492930 – Race when scheduler goes to next sequence in a group

Bug 492930 - Race when scheduler goes to next sequence in a group

Summary: Race when scheduler goes to next sequence in a group

Status:	REPORTED

Alias:	None

Product:	kstars
Classification:	Applications
Component:	general (other bugs)
Version First Reported In:	git
Platform:	Other Linux

Importance:	NOR normal
Target Milestone:	---
Assignee:	Wolfgang Reissenberger

URL:
Keywords:

Depends on:
Blocks:

Reported:	2024-09-10 05:34 UTC by Konstantin Baranov
Modified:	2024-09-10 07:45 UTC (History)
CC List:	0 users

See Also:
Latest Commit:
Version Fixed/Implemented In:
Sentry Crash Report:

Attachments
Log (128.79 KB, text/plain) 2024-09-10 05:34 UTC, Konstantin Baranov	Details
Sequence (1.17 KB, application/xml) 2024-09-10 05:35 UTC, Konstantin Baranov	Details
Schedule (2.09 KB, application/xml) 2024-09-10 05:35 UTC, Konstantin Baranov	Details
Analyze of a real session (277.91 KB, text/plain) 2024-09-10 05:40 UTC, Konstantin Baranov	Details
View All Add an attachment

Note You need to log in before you can comment on or make changes to this bug.

Description Konstantin Baranov 2024-09-10 05:34:50 UTC

Created attachment 173514 [details]
Log

The exact misbehavior varies depending on machine, devices, etc. For demonstration, I compiled current version from git and setup a local INDI profile with telescope and camera simulators only. Sequence and schedule files are attached.
The sequence is simply 3 exposures. The schedule has 3 different targets sharing one Group name, the same sequence.
I expect to get a clean indefinite loop of 3 images of each target.
Instead, for each iteration, it captures and saves 4 images and starts fifth which is then aborted and reported as an error.
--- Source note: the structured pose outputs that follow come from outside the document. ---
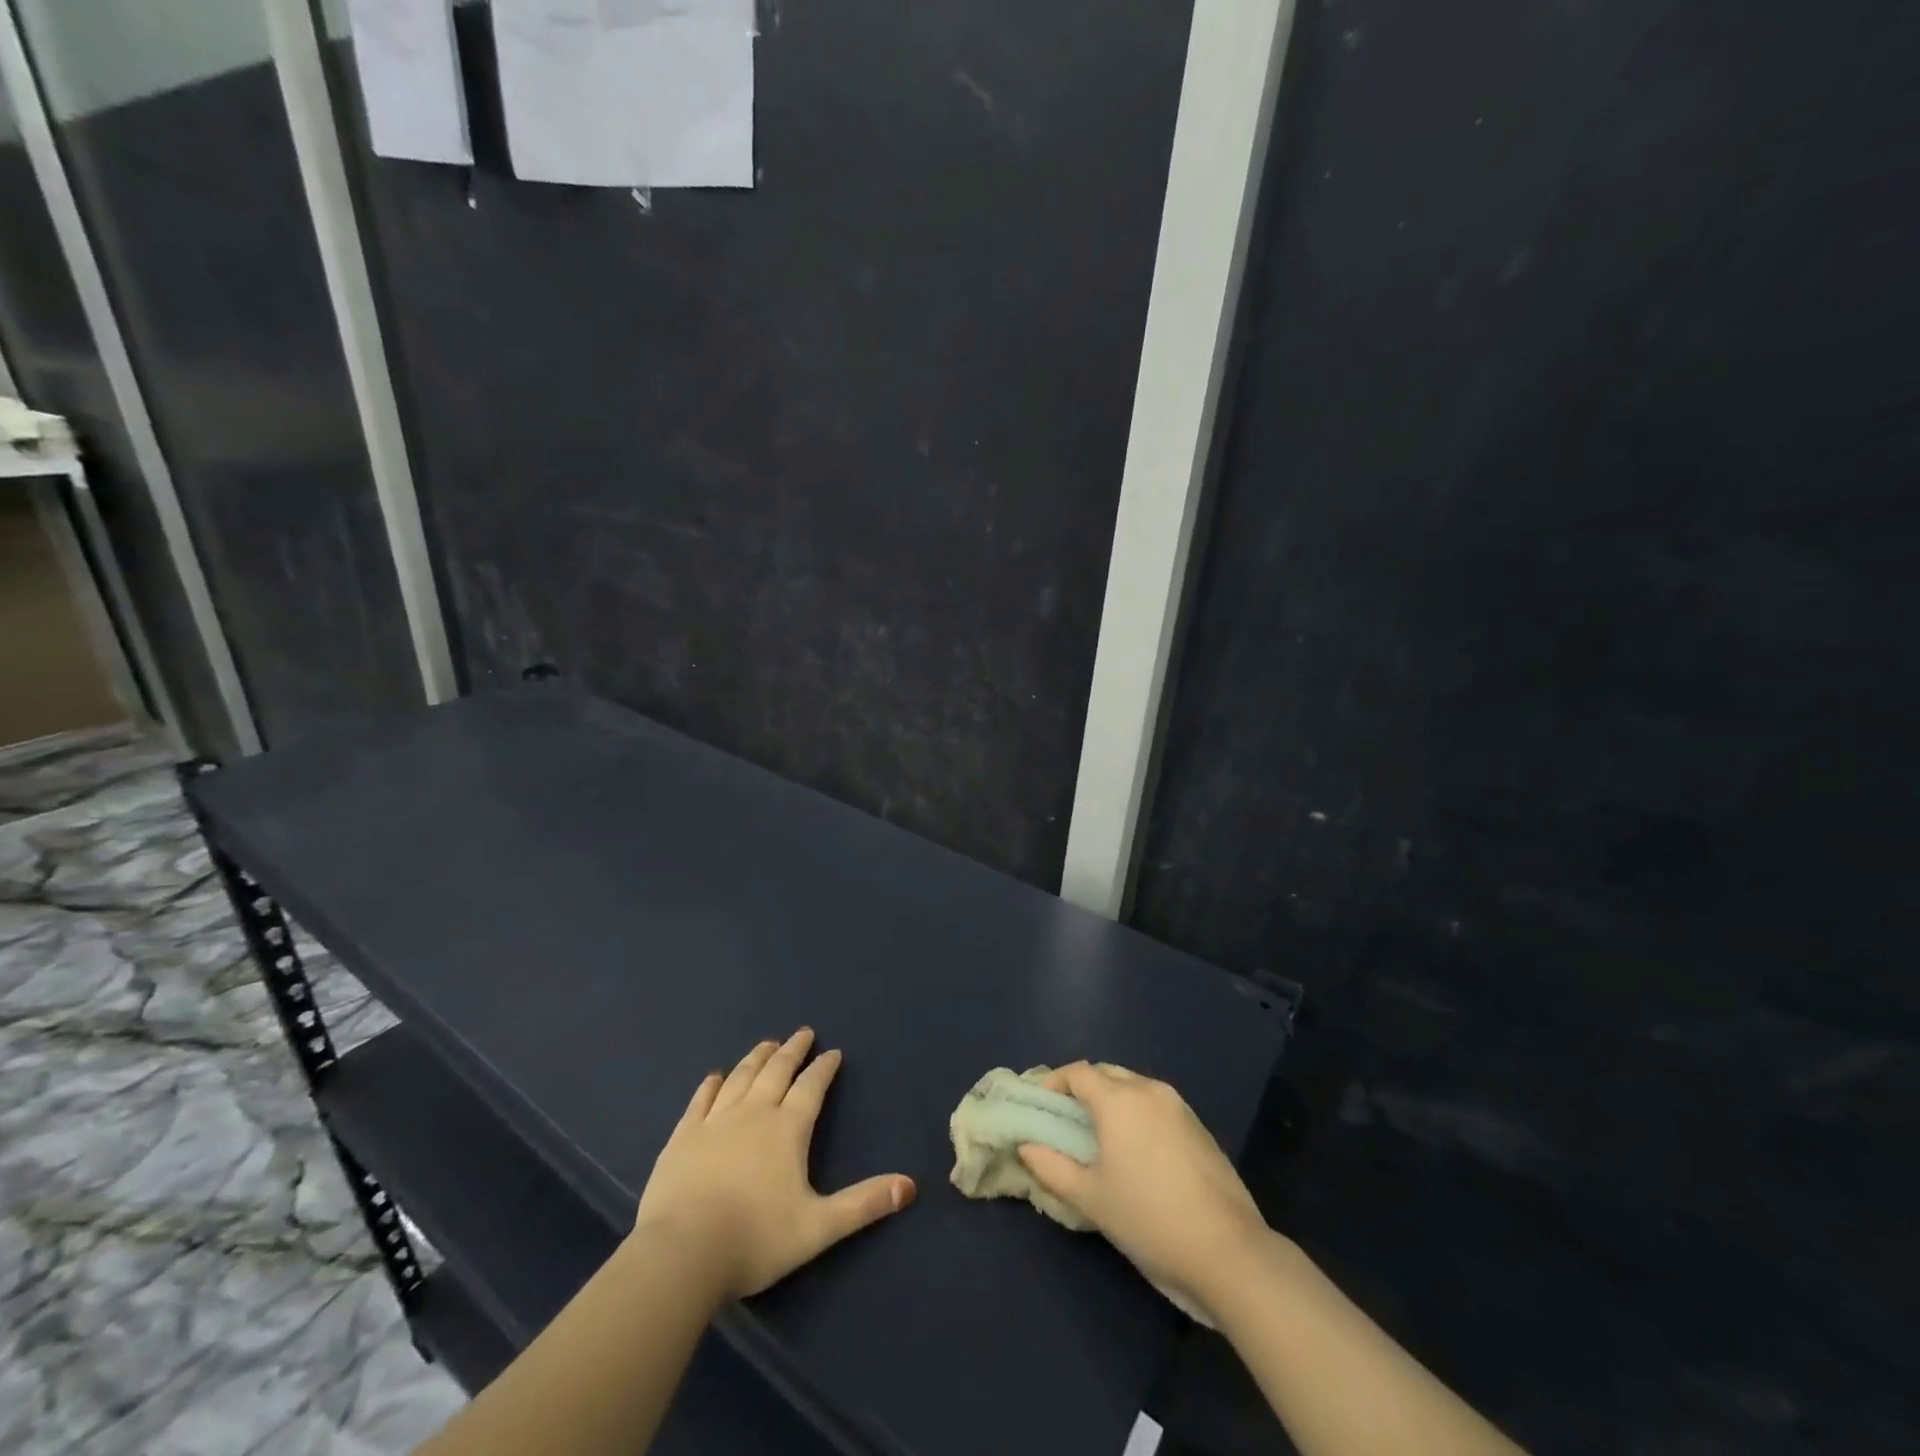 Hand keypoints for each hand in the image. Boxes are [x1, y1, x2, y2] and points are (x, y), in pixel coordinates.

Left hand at [634, 1029, 915, 1298]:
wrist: (682, 1253)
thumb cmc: (755, 1239)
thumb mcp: (819, 1227)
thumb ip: (864, 1204)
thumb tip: (910, 1187)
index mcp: (787, 1129)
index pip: (811, 1087)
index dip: (824, 1068)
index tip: (832, 1052)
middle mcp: (753, 1113)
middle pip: (776, 1072)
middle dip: (793, 1050)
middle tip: (803, 1033)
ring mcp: (714, 1122)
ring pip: (740, 1078)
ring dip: (756, 1058)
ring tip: (766, 1044)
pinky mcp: (682, 1138)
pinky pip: (700, 1101)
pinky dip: (710, 1086)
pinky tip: (714, 1077)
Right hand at [1018, 1062, 1269, 1321]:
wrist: (1228, 1251)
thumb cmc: (1148, 1219)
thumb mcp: (1090, 1198)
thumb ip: (1052, 1167)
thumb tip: (1027, 1147)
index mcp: (1119, 1099)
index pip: (1078, 1072)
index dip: (1054, 1082)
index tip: (1040, 1104)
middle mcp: (1149, 1090)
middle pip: (1107, 1073)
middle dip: (1083, 1088)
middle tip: (1066, 1119)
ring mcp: (1179, 1106)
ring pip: (1134, 1086)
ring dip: (1111, 1099)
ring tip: (1098, 1134)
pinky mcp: (1199, 1126)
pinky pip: (1156, 1105)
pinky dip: (1137, 1113)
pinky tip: (1135, 1149) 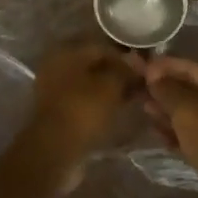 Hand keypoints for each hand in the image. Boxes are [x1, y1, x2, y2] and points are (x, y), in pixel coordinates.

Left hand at [26, 41, 144, 159]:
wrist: (55, 149)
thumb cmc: (83, 109)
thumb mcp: (110, 86)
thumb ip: (124, 70)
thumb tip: (136, 63)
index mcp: (66, 52)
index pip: (102, 47)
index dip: (125, 58)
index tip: (143, 71)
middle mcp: (56, 65)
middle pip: (93, 64)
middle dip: (116, 73)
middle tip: (138, 85)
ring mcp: (53, 88)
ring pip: (88, 83)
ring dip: (108, 89)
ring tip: (130, 98)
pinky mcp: (55, 110)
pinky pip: (82, 99)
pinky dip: (97, 103)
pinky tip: (114, 110)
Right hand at [143, 56, 197, 197]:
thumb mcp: (187, 109)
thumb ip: (168, 89)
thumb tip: (152, 74)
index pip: (189, 68)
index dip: (164, 66)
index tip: (139, 67)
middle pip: (189, 91)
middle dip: (163, 89)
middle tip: (136, 90)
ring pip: (189, 115)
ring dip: (166, 111)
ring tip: (144, 110)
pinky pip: (192, 136)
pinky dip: (175, 133)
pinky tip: (158, 135) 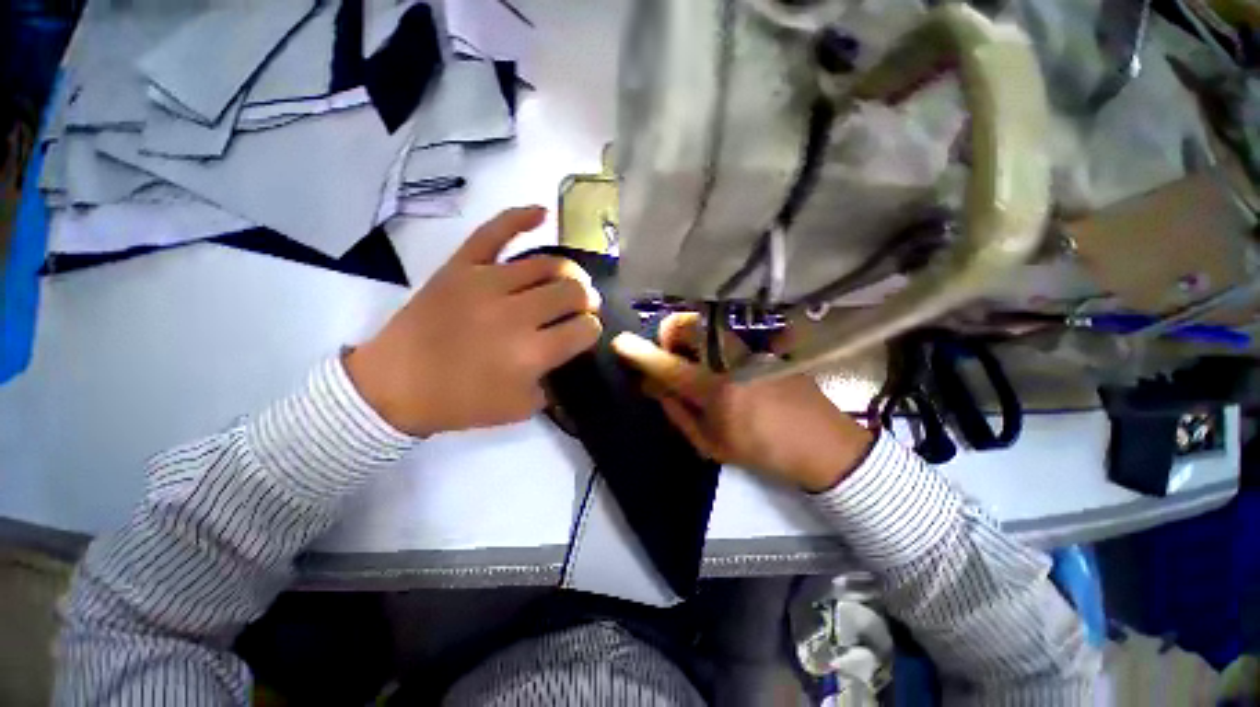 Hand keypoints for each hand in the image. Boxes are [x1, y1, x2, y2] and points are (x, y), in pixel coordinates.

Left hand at [345, 206, 601, 435]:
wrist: (394, 386)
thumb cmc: (460, 402)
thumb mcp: (520, 408)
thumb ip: (552, 383)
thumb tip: (567, 354)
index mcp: (531, 353)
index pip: (584, 329)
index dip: (592, 330)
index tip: (586, 333)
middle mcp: (516, 313)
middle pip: (572, 293)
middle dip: (587, 300)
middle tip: (583, 307)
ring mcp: (486, 283)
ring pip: (547, 264)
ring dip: (569, 272)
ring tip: (570, 280)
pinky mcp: (461, 266)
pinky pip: (495, 231)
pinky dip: (521, 217)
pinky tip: (543, 214)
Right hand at [612, 313, 872, 492]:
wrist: (821, 442)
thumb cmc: (761, 450)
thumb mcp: (711, 444)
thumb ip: (677, 411)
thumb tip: (653, 386)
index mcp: (714, 388)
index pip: (666, 364)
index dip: (639, 353)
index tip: (619, 343)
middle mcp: (729, 358)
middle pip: (685, 325)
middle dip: (668, 336)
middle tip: (671, 357)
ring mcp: (749, 346)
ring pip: (705, 323)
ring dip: (689, 335)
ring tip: (695, 360)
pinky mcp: (764, 343)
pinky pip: (725, 331)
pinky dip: (709, 339)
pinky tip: (720, 361) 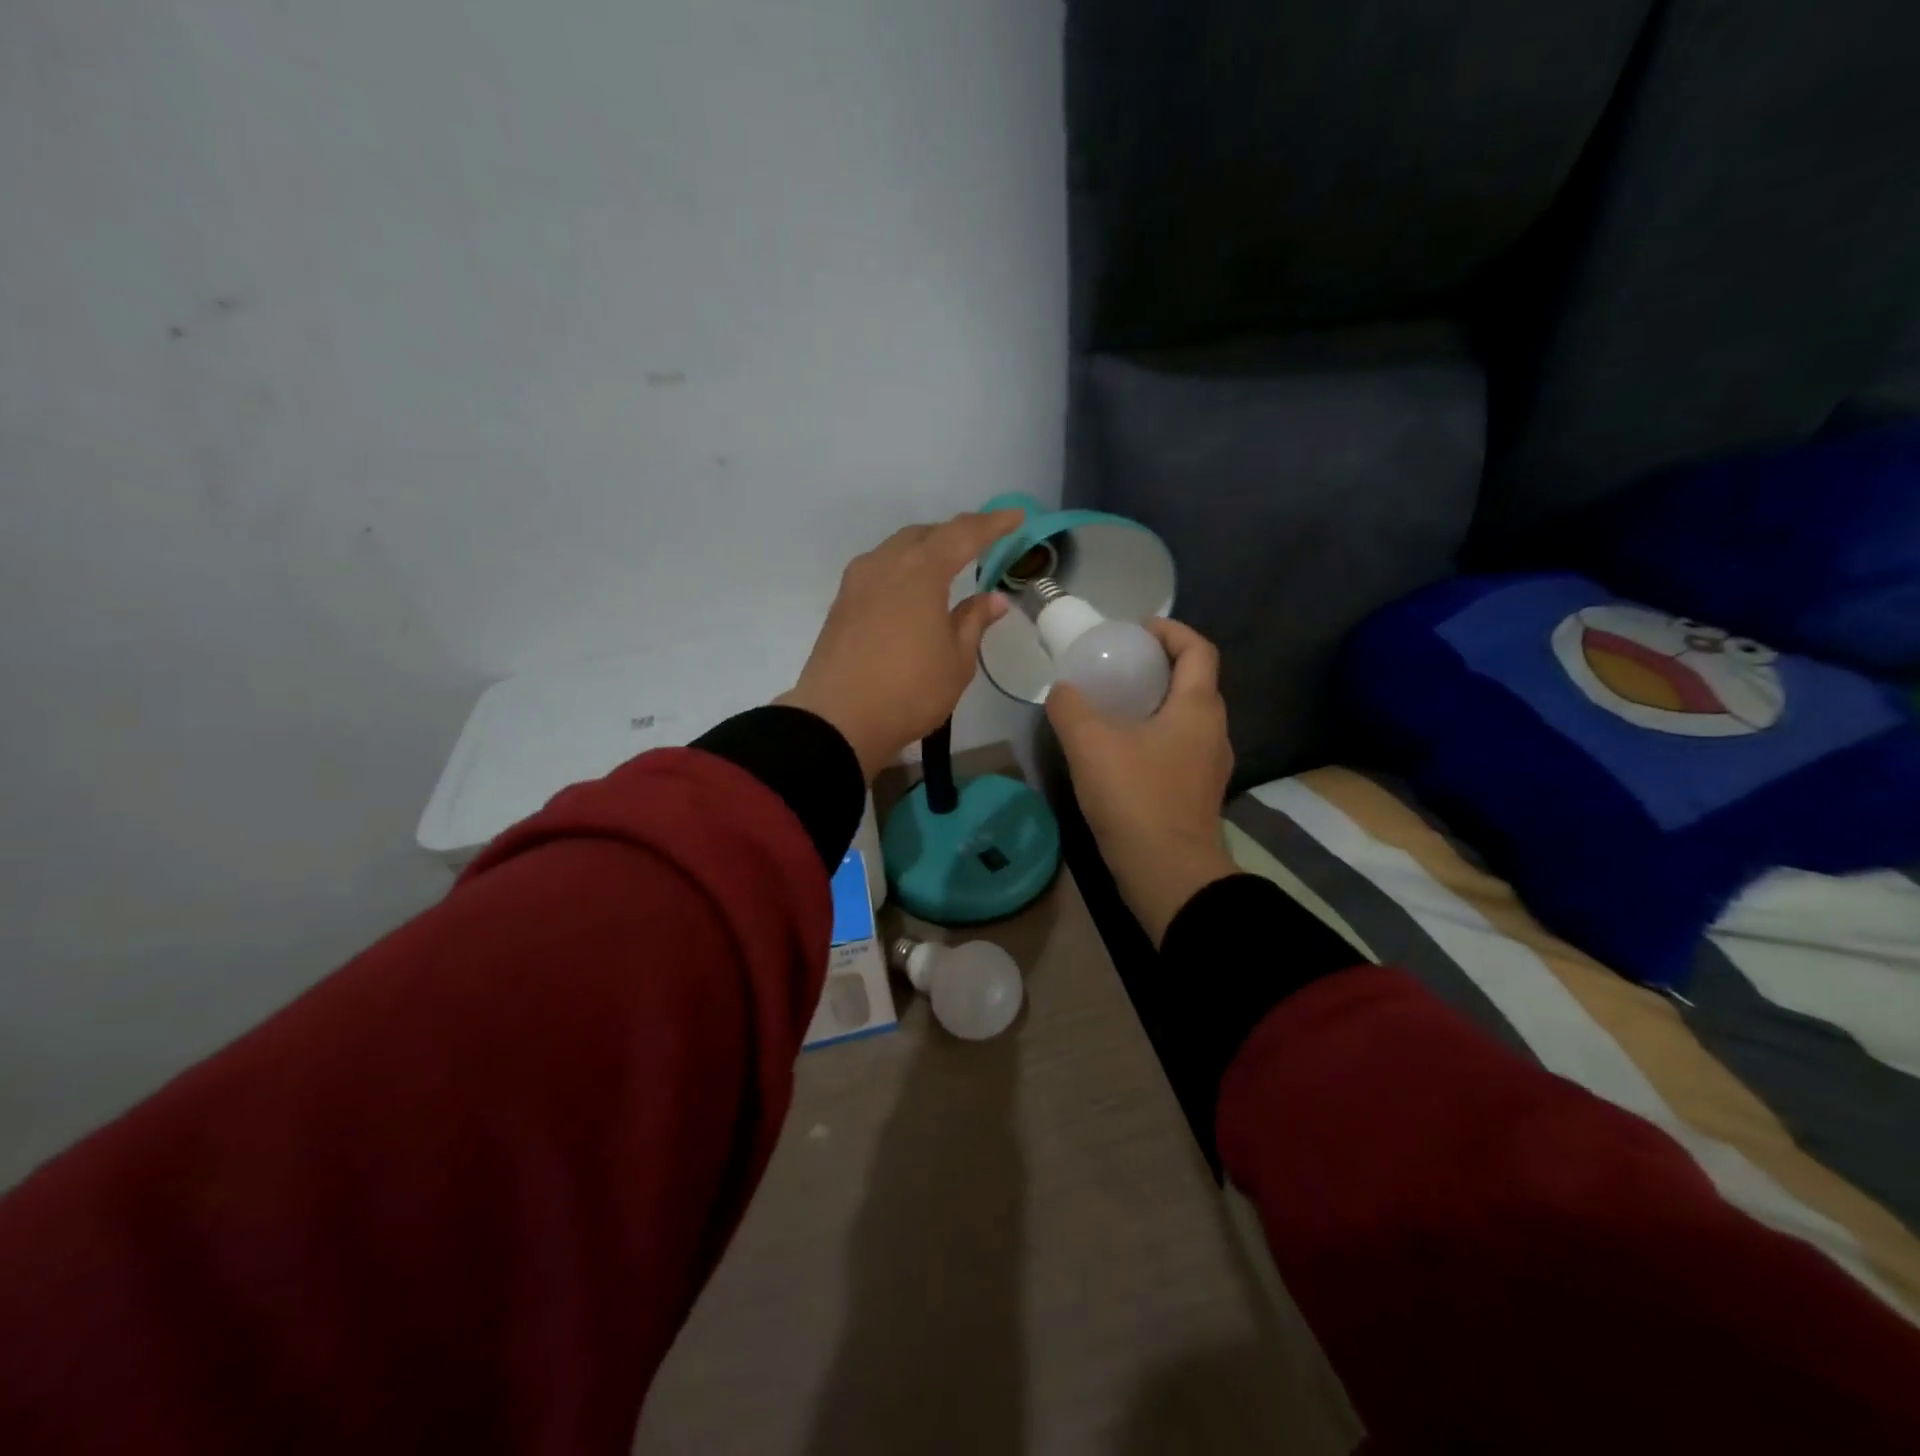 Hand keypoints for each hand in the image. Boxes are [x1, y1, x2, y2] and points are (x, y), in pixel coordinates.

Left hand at [781, 509, 1024, 780]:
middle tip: (979, 546)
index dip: (992, 524)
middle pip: (924, 534)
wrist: (837, 721)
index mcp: (921, 572)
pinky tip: (910, 593)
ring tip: (945, 568)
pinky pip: (878, 570)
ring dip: (923, 550)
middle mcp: (885, 565)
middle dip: (954, 534)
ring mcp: (857, 583)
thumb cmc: (909, 692)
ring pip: (896, 549)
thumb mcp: (956, 662)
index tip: (1016, 517)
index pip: (963, 533)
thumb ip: (974, 622)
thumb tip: (993, 598)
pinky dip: (901, 570)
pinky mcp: (841, 604)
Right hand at [1047, 618, 1238, 944]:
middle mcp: (1213, 731)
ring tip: (1114, 705)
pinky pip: (1179, 746)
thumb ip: (1071, 707)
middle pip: (1194, 681)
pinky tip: (1121, 750)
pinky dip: (1154, 734)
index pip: (1198, 649)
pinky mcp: (1197, 793)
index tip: (1136, 629)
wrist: (1167, 873)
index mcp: (1198, 708)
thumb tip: (1062, 691)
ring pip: (1186, 717)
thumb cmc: (1135, 798)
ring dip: (1156, 702)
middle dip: (1159, 665)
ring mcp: (1209, 765)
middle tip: (1118, 665)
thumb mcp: (1089, 744)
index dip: (1170, 630) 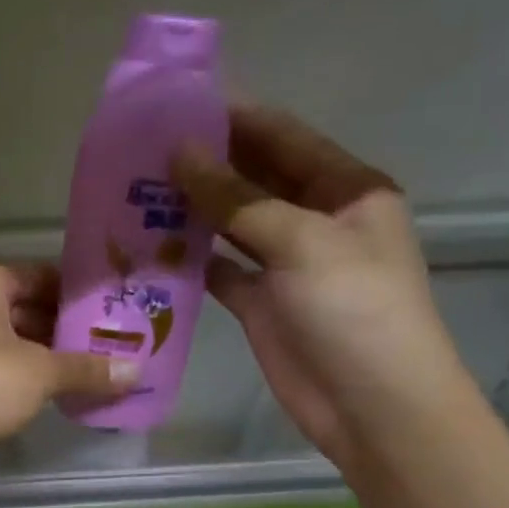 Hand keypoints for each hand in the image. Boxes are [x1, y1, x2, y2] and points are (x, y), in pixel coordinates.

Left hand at [0, 261, 136, 468]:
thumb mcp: (40, 373)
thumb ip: (87, 369)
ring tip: (92, 376)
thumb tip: (137, 372)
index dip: (80, 297)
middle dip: (66, 332)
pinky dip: (21, 378)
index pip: (43, 276)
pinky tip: (52, 396)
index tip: (117, 316)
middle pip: (26, 308)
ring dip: (45, 358)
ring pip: (10, 341)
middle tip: (113, 350)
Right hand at [173, 104, 473, 470]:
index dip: (234, 116)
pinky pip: (220, 269)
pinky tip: (151, 243)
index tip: (177, 101)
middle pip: (254, 178)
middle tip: (143, 146)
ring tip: (137, 187)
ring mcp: (286, 263)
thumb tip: (181, 153)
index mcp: (345, 189)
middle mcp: (315, 218)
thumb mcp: (302, 242)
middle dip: (207, 161)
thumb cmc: (354, 310)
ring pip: (232, 223)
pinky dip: (190, 257)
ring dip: (192, 207)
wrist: (372, 406)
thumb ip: (238, 199)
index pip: (283, 137)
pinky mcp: (261, 303) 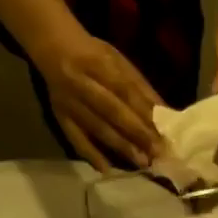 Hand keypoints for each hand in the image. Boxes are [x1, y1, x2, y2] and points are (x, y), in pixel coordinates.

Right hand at [37, 31, 163, 170]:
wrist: (53, 49)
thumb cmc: (94, 54)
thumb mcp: (119, 61)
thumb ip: (140, 86)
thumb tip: (164, 113)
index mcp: (99, 64)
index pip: (126, 92)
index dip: (144, 112)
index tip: (163, 131)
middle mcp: (82, 84)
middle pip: (112, 112)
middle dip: (137, 133)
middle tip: (157, 152)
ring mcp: (69, 103)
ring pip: (97, 128)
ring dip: (120, 146)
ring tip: (141, 162)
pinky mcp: (60, 117)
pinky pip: (75, 138)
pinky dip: (90, 154)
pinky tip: (106, 168)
In my real observatory, depending on timing, I may get 3 images within each job captures and actually saved, but the last one is 'aborted'. Scheduler marks job as failed, waits 60s (per configuration), then proceeds to the next job.
Sometimes it is all fine, 3 successful images and immediate jump to the next job.
I did not see this problem with 3.7.0. As I started upgrading to 3.7.2, it appeared.

I don't see this kind of issues with jobs not in a group, even if there are other grouped jobs in the same schedule. Of course, all this story is with Greedy Scheduler enabled.

Comment 1 Konstantin Baranov 2024-09-10 05:35:10 UTC

Created attachment 173515 [details]
Sequence

Comment 2 Konstantin Baranov 2024-09-10 05:35:25 UTC

Created attachment 173516 [details]
Schedule

Comment 3 Konstantin Baranov 2024-09-10 05:40:13 UTC

Created attachment 173517 [details]
Analyze of a real session

Real session with more complicated config. No real errors occurred. All jobs are in a single group. See how some, but not all, of the jobs have the last image 'aborted'.